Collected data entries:
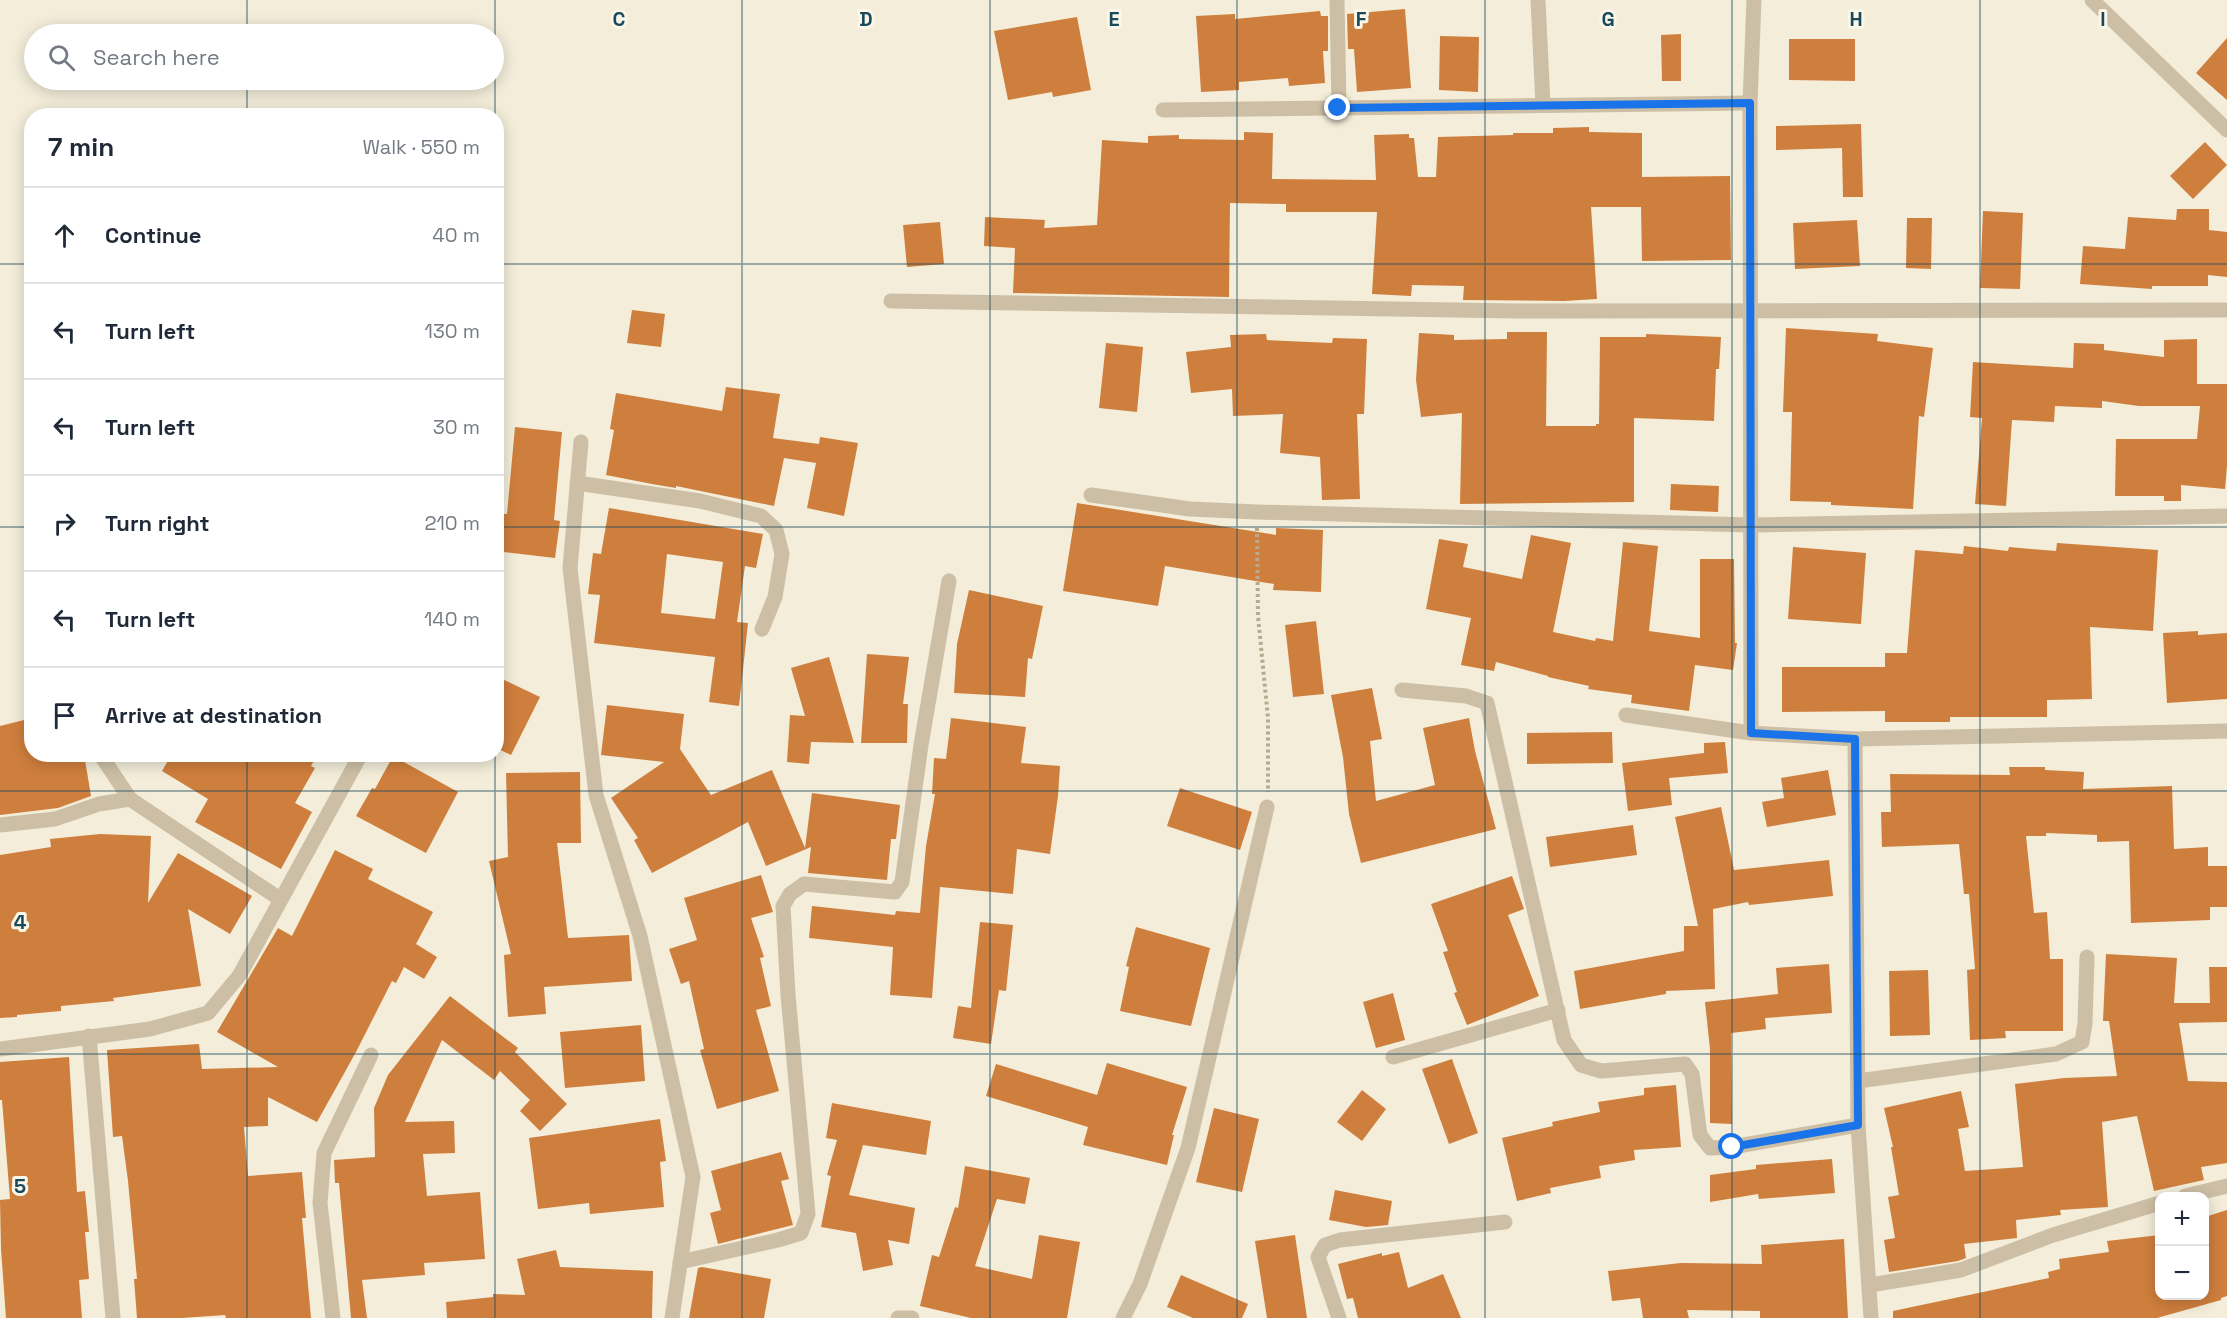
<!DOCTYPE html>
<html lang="en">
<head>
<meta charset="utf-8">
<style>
	body { margin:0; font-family:"Space Grotesk",sans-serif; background:#f2f2f3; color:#1f2937 }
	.controls { position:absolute; right:18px; bottom:18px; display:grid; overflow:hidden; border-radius:12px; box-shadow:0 3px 15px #0003 }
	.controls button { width:54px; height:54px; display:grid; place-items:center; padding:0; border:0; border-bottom:2px solid #e0e1e3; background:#fff; color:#1f2937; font:30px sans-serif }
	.stop { position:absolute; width:18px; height:18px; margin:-14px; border:4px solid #1a73e8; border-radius:50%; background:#fff }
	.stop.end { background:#1a73e8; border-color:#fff; box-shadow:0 2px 6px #0008 }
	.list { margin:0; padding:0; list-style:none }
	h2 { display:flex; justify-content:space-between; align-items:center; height:78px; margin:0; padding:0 24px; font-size:26px }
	h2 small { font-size:20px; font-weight:400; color:#747a83 }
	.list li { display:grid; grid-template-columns:39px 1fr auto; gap:18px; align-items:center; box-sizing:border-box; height:96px; padding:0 24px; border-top:2px solid #e0e1e3 }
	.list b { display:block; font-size:22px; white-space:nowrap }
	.list em { font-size:20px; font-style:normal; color:#747a83 }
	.icon { flex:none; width:33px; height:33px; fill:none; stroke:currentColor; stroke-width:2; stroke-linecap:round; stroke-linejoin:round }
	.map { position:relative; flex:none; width:2227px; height:1318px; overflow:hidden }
	.search { position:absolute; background:#fff; box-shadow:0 3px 15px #0003; left:24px; top:24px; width:480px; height:66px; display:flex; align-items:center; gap:15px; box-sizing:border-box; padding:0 21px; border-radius:33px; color:#747a83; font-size:22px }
	.panel { position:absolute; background:#fff; box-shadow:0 3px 15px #0003; left:24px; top:108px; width:480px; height:654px; border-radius:24px }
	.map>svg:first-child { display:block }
	.building { fill:#cf7f3d; fill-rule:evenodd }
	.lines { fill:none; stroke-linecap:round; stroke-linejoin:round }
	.path { stroke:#b8aa8f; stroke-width:4; stroke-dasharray:3 3; stroke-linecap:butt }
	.minor { stroke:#cdbfa5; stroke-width:15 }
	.route { stroke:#1a73e8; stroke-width:8 }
	.grid { fill:none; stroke:#194a5c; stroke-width:1.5; stroke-opacity:0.55 }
	.grid-label { font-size:20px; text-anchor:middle; font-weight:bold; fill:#194a5c; stroke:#fbf6e7; stroke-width:6; stroke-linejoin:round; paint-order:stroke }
</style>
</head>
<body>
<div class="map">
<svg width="2227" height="1318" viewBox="0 0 2227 1318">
	<rect width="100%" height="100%" fill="#f3edda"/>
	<g class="building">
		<path d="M1405 9 1411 88 1357 92 1354 49H1348L1347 14Z"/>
		<path d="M1320 11 1321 16H1328V51H1323L1325 83 1289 86 1288 78 1239 82V90L1201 92 1196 16 1235 14V19Z"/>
		<path d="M1077 17 1091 90 1053 97 1052 92 1008 100 994 31Z"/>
		<path d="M1681 34V81H1662L1661 35Z"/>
		<path d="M1440 36 1479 37 1478 92 1439 90Z"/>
		<path d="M2227 38V100L2196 73Z"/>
		<path d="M1789 39H1855V81L1789 80Z"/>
		<path d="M1861 124 1863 197H1843L1842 148 1776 150V126Z"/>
		<path d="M1589 127V132L1642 133V177L1730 176 1731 260 1642 261 1641 207H1591L1597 299 1564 301 1463 300 1464 286 1412 285 1411 296 1372 294 1377 212H1286V204L1230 203 1229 297 1013 293 1015 248 984 246 985 217 1045 220 1044 228 1097 225 1102 140 1148 143V136L1179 135V139L1244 140V132L1273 133 1272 179 1376 180 1374 135 1409 134V138H1414L1418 177H1436L1438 137 1513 135V133H1553V128Z"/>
		<path d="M2205 142 2227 165 2193 199 2170 176Z"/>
		<path d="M2177 209H2209V230L2227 232V277L2208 275V286H2152V289L2080 284 2083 246 2125 249 2128 217 2176 220Z"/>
		<path d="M1983 211 2023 213 2020 289 1980 288Z"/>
		<path d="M1907 218H1932L1931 269 1906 268Z"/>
		<path d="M1857 220 1860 266 1795 269 1793 223Z"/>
		<path d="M940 222 944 264 907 267 903 225Z"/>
		<path d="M632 310 665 314 661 347 627 343Z"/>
		<path d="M1786 328 1878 334 1877 341 1933 348 1924 417 1919 416 1913 509 1831 505V502L1790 501 1792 412H1783Z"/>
		<path d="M1507 332H1547L1546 426H1596V424H1599L1600 337H1646V334L1721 337 1719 369H1716L1714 421 1634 418V502L1460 504 1462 413 1421 417 1416 380 1419 333 1454 335V340L1507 339Z"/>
		<path d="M1266 334 1267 340 1332 343 1333 338 1367 339 1364 414H1357L1360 499 1322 500 1320 457 1280 453 1283 414 1233 416 1232 389 1191 393 1186 352 1231 347 1230 335Z"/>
		<path d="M2197 339V384H2227V466L2225 489 2181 485V501H2164V496H2115L2116 439H2197L2200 406H2139L2102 401V408L2055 406 2054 422 2012 420 2006 506 1975 504 1982 418 1970 417 1973 362 2073 368 2074 343 2104 344V350L2164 357V340Z"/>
		<path d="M1106 343 1143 347 1137 412 1099 408Z"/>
		<path d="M726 387 780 394 773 438 819 444 820 437 858 443 844 516 807 508 816 463 784 458 774 506 676 486V488L652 484 606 475 614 430 610 429 616 393 722 411Z"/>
		<path d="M515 427 562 432 554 520 560 521 555 558 496 551V513L507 514Z"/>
		<path d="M1671 484 1719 486 1718 512 1670 510Z"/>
		<path d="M1077 503 1276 535V528L1323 530 1321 592 1273 590 1274 584 1165 566 1158 606 1063 591Z"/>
		<path d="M609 508 763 534 756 568 745 566 737 622 748 623 739 706 709 702 715 657 594 643 600 595 588 594 593 553 601 554ZM667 554 723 562 715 619 661 613Z"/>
		<path d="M1531 535 1571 543 1553 632 1595 641 1596 638 1613 641 1623 542 1658 546 1649 631 1700 638V559H1734L1735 643H1737L1733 670 1695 665 1689 711 1631 703 1632 695 1588 689 1589 686 1548 677V676L1496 662 1494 671 1461 665 1471 618 1426 609 1439 539 1468 544 1463 567 1522 579Z"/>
		<path d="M2057 543 2158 550 2153 631 2090 627 2092 699 2047 700V717H1950V722H1885V711L1782 712V667H1885V653H1907L1915 550 1963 554 1964 546 2008 551 2009 547 2056 551Z"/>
		<path d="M1793 547 1866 553 1861 624 1788 619Z"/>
		<path d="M969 590 1043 606 1032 659 1028 658 1025 697 954 693 957 644Z"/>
		<path d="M1316 621 1324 694 1293 697 1285 625Z"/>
		<path d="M2198 631V635L2227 633V699L2167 703 2163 633Z"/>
		<path d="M867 654 909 657 903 704H908L907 743H861Z"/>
		<path d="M829 657 854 743 811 742 809 764 787 762 790 715 805 716 791 668Z"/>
		<path d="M496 676 540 697 511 755 496 748Z"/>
		<path d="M1372 688 1382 739 1370 741 1376 801 1435 785 1423 728 1469 718 1475 751 1496 829 1361 863 1349 814 1343 757 1331 695Z"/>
		<path d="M607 705 684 714 680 749 711 795 772 770 805 848 812 793 900 805 896 839H891L887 880 808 873 811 847 766 866 748 822 652 873 634 840 638 838 611 798 664 762 601 755Z"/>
		<path d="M32 718V754H84L91 796 58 808 0 815V726Z"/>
		<path d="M951 718 1026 727 1021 763 1060 766 1058 796 1050 854 1017 849 1013 894 940 887 932 998 890 995 893 947 809 938 812 906 895 915 896 911 920 913 926 846 935 794H932L934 758 946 759Z"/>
		<path d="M1612 732 1613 763 1527 764V733Z"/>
		<path d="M1725 742 1728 773 1669 778 1672 805 1628 811 1622 763 1704 753V743Z"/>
		<path d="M172 754H318L311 766 315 768 295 803 312 812 281 869 195 822 208 799 162 771Z"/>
		<path d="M393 756 458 792 426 853 356 816 372 788 375 789Z"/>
		<path d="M2009 767H2045V770L2084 772 2083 789 2172 786 2174 849 2208 847V866H2227V907H2210V920L2131 923 2129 841 2097 842V835L2046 833V836H2026L2034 913 2047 912 2050 959H2063V1031H2005L2006 1038 1970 1040 1967 970 1975 969 1969 894H1964L1959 844 1882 847 1881 812H1891L1890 774 2010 775Z"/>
		<path d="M1828 770 1836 815 1767 827 1762 802 1784 798 1781 778Z"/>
		<path d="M580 772 581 843H557L568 938 629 935 632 981 544 987 546 1014 508 1017 504 955 511 954 489 861 508 857 506 773Z"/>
		<path d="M1180 788 1252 812 1240 850 1167 826Z"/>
		<path d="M1721 807 1734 870 1829 860 1833 896 1749 905 1748 902 1713 909 1715 989 1666 991V994L1580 1009 1574 971 1684 951V926H1698L1675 817Z"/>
		<path d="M1633 825 1637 855 1550 867 1546 837Z"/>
		<path d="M100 834 151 836 148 903 178 853 252 896 230 934 188 909 201 986 113 998 114 1001 61 1006V1011L17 1015V1017L0 1018V855L51 847 50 839Z"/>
		<path d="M335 850 373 869 368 879 433 912 416 944 437 957 424 979 404 967 396 983 392 981 356 1052 317 1122 268 1097V1126L244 1127 248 1176 302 1172 306 1218H302L311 1318H226L225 1315 182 1318H137L134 1279H137L128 1181 122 1136 113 1137 107 1050 199 1044 202 1069 278 1067 217 1032 278 928 292 936Z"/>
		<path d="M761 875 773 912 751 918 764 957 760 958 771 1006 756 1010 779 1091 717 1109 700 1050 704 1049 689 981 681 984 669 949 697 940 684 898Z"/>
		<path d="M1512 876 1524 909 1508 915 1539 996 1467 1025 1454 993 1457 992 1443 952 1448 951 1431 904Z"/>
		<path d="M980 922 1013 925 1006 991 999 990 991 1044 953 1038 958 1006 971 1008Z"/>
		<path d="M1136 927 1210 948 1191 1026 1120 1011 1129 967 1126 966Z"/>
		<path d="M2106 954 2177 958 2174 1003H2210L2209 967H2227V1022L2179 1023 2188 1081 2227 1082V1163L2201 1167 2204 1180 2154 1191 2137 1116 2102 1122 2108 1207 2060 1210 2061 1215 2016 1220 2017 1238 1964 1244 1966 1258 1958 1261 1889 1272 1884 1240 1895 1238 1888 1197 1899 1195 1891 1147H1893L1884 1108 1961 1091 1969 1127 1958 1129 1965 1171 2023 1167 2015 1084 2064 1078 2117 1076 2109 1021H2103Z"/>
		<path d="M1829 964 1832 1013 1765 1018 1766 1029 1731 1033 1732 1124 1710 1123V1049L1705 1002 1778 994 1776 968Z"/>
		<path d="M1928 970 1930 1035 1890 1036 1889 971Z"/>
		<path d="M1393 993 1405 1040 1376 1048 1363 1002Z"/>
		<path d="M450 996 518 1048 515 1052 567 1104 540 1131 520 1111 530 1100 500 1071 494 1080 442 1040 405 1122 454 1121 455 1153 423 1154 427 1196 480 1192 485 1259 424 1263 425 1275 362 1280 367 1318H351L339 1183H335L334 1160 375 1157 374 1108 388 1075Z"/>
		<path d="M641 1025 645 1081 565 1088 560 1032Z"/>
		<path d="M69 1057 77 1192 85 1191 89 1232H85L89 1279 79 1280 82 1318H6L1 1249 0 1200 10 1199 2 1100H0V1062Z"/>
		<path d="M1452 1059 1478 1133 1449 1144 1422 1069Z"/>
		<path d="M1107 1063 1187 1087 1172 1135H1174L1167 1165 1083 1145 1088 1127 986 1096 996 1064 1097 1095Z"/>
		<path d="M1676 1085 1681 1147 1634 1150 1635 1160 1599 1166 1601 1178 1550 1188 1551 1193 1517 1201 1502 1138 1553 1126 1552 1122 1600 1112 1598 1102 1644 1095V1088Z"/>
		<path d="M1362 1090 1386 1109 1362 1141 1337 1122Z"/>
		<path d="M832 1103 931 1121 926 1155 863 1145 849 1195 915 1208 909 1244 888 1240 893 1265 863 1271 856 1233 821 1227 831 1176 827 1175 837 1140 826 1138Z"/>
		<path d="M1214 1108 1259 1119 1242 1192 1196 1182Z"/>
		<path d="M660 1119 666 1161 660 1162 664 1207 590 1214 589 1203 538 1209 529 1138Z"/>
		<path d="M781 1152 789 1179 781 1181 793 1225 718 1244 710 1213 721 1210 711 1171Z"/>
		<path d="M1832 1159 1835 1193 1759 1199 1758 1194 1710 1202V1175L1756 1169V1165Z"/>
		<path d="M965 1166 1030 1178 1025 1204 997 1199 975 1266 1032 1279 1039 1235 1080 1242 1067 1318H971L920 1306 932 1255 939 1257 955 1207 958 1208Z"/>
		<path d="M1335 1190 1392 1201 1388 1225 1366 1227 1329 1220Z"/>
		<path d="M2227 1210V1296L2221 1298V1300L2157 1318H1893V1311L2049 1278 2048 1272 2060 1269 2059 1259 2109 1252 2107 1241 2160 1235V1296H2205V1217Z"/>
		<path d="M1295 1235 1307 1318H1267L1255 1241Z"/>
		<path d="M1844 1239 1848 1318H1760V1311L1687 1310 1689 1318H1643L1640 1298 1612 1301 1608 1271 1681 1263 1762 1264 1761 1245Z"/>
		<path d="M556 1250 560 1267 653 1271 652 1318H447L446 1302 493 1297V1294L525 1295 517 1259Z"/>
		<path d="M1399 1252 1408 1288 1443 1274 1461 1318H1358L1353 1298 1347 1299 1338 1264 1382 1253V1256Z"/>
		<path d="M702 1267 771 1279 764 1318H689L698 1268Z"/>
		<path d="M1181 1275 1248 1304 1242 1318H1193L1167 1307Z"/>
	</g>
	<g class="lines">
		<path class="path" d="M1257 528 1258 616 1268 718V792"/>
		<g class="minor">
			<path d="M1337 0 1339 108"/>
			<path d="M1538 0 1543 105"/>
			<path d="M2092 0 2227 130"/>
			<path d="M1163 110 1750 103"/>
			<path d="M891 301 1516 311 2227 310"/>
			<path d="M581 442 570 568 596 795 640 936 693 1177 672 1318"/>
			<path d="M577 483 700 501 761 516 776 530 782 554 775 597 762 629"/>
			<path d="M1091 495 1190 509 1257 512 1752 525 2227 516"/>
			<path d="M1402 690 1466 696 1487 703 1564 1040 1581 1065 1601 1071 1685 1064 1692 1074 1700 1135 1710 1148 1732 1147 1858 1125"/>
			<path d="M1626 715 1751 733 1855 739 2227 731"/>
			<path d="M1751 733 1750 103 1754 0"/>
			<path d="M1855 739 1858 1125 1871 1318"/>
			<path d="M100 754 130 799"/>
			<path d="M0 825 55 819 99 804 130 799 280 899"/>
			<path d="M89 1036 113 1318"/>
			<path d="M0 1049 150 1029 208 1013 239 976 361 754"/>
			<path d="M1393 1057 1558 1010"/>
			<path d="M1858 1081 2056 1054 2082 1042 2085 1023 2087 957"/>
			<path d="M2185 1196 2227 1186"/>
			<path d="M680 1262 778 1240 801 1233 808 1214 788 995 783 906 790 894 804 884 895 892 902 882 921 745 949 581"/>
			<path d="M1870 1285 1961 1270 2053 1235 2160 1203"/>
			<path d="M333 1318 320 1203 324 1153 371 1055"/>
			<path d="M898 1318H912"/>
			<path d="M1123 1318 1140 1284 1188 1148 1267 807"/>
			<path d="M1339 1318 1318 1257 1325 1245 1340 1240 1505 1222"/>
		</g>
	</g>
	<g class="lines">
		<path class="route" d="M1338 108 1750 103 1751 733 1855 739 1858 1125 1732 1147"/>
	</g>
	<path class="grid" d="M247 0V34M495 0V116M742 0V1318M990 0V1318M1237 0V1318M1485 0V1318M1732 0V1318M1980 0V1318M247 80V116M0 264H32M496 264H2227M0 527H32M496 527H2227M247 754V1318M495 754V1318M0 791H2227M0 1054H2227"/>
	<g class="grid-label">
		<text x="619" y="26">C</text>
		<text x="866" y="26">D</text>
		<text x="1114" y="26">E</text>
		<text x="1361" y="26">F</text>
		<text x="1608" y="26">G</text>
		<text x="1856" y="26">H</text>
		<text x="2103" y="26">I</text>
		<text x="20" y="929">4</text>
		<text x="20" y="1193">5</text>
	</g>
</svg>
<div class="controls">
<button>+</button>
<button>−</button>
</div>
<div class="stop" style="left:1732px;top:1147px"></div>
<div class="stop end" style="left:1338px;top:108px"></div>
<div class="search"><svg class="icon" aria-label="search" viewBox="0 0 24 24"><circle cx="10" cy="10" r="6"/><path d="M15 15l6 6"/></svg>Search here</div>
<section class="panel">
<h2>7 min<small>Walk · 550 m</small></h2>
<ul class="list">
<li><svg class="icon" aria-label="ahead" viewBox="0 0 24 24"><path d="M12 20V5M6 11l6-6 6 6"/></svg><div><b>Continue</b></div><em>40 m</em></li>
<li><svg class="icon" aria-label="left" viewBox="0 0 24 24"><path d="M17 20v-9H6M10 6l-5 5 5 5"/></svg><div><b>Turn left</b></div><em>130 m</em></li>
<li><svg class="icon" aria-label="left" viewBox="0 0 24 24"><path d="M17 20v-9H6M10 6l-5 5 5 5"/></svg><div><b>Turn left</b></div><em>30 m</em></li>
<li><svg class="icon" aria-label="right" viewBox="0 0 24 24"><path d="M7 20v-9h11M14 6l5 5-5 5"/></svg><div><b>Turn right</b></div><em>210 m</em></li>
<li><svg class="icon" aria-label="left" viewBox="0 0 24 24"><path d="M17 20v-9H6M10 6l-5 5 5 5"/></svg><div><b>Turn left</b></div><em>140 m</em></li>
<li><svg class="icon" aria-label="arrive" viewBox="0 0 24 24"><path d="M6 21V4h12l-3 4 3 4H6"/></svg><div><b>Arrive at destination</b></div></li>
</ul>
</section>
</div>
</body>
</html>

→ YOUR INSTRUCTIONS: Give the lines again exactly, beginning with the first line of the records above and ending with the line that contains "background:#1a73e8; border-color:#fff; box-shadow:0", and include no pictures.

→ EXERCISE RESPONSE:
<!DOCTYPE html>
<html lang="en">
<head>
<meta charset="utf-8">
<style>
	body { margin:0; font-family:"Space Grotesk",sans-serif; background:#f2f2f3; color:#1f2937 }
	.controls { position:absolute; right:18px; bottom:18px; display:grid; overflow:hidden; border-radius:12px; box-shadow:0 3px 15px #0003 }
	.controls button { width:54px; height:54px; display:grid; place-items:center; padding:0; border:0; border-bottom:2px solid #e0e1e3; background:#fff; color:#1f2937; font:30px sans-serif }
	.stop { position:absolute; width:18px; height:18px; margin:-14px; border:4px solid #1a73e8; border-radius:50%; background:#fff }
	.stop.end { background:#1a73e8; border-color:#fff; box-shadow:0 2px 6px #0008 }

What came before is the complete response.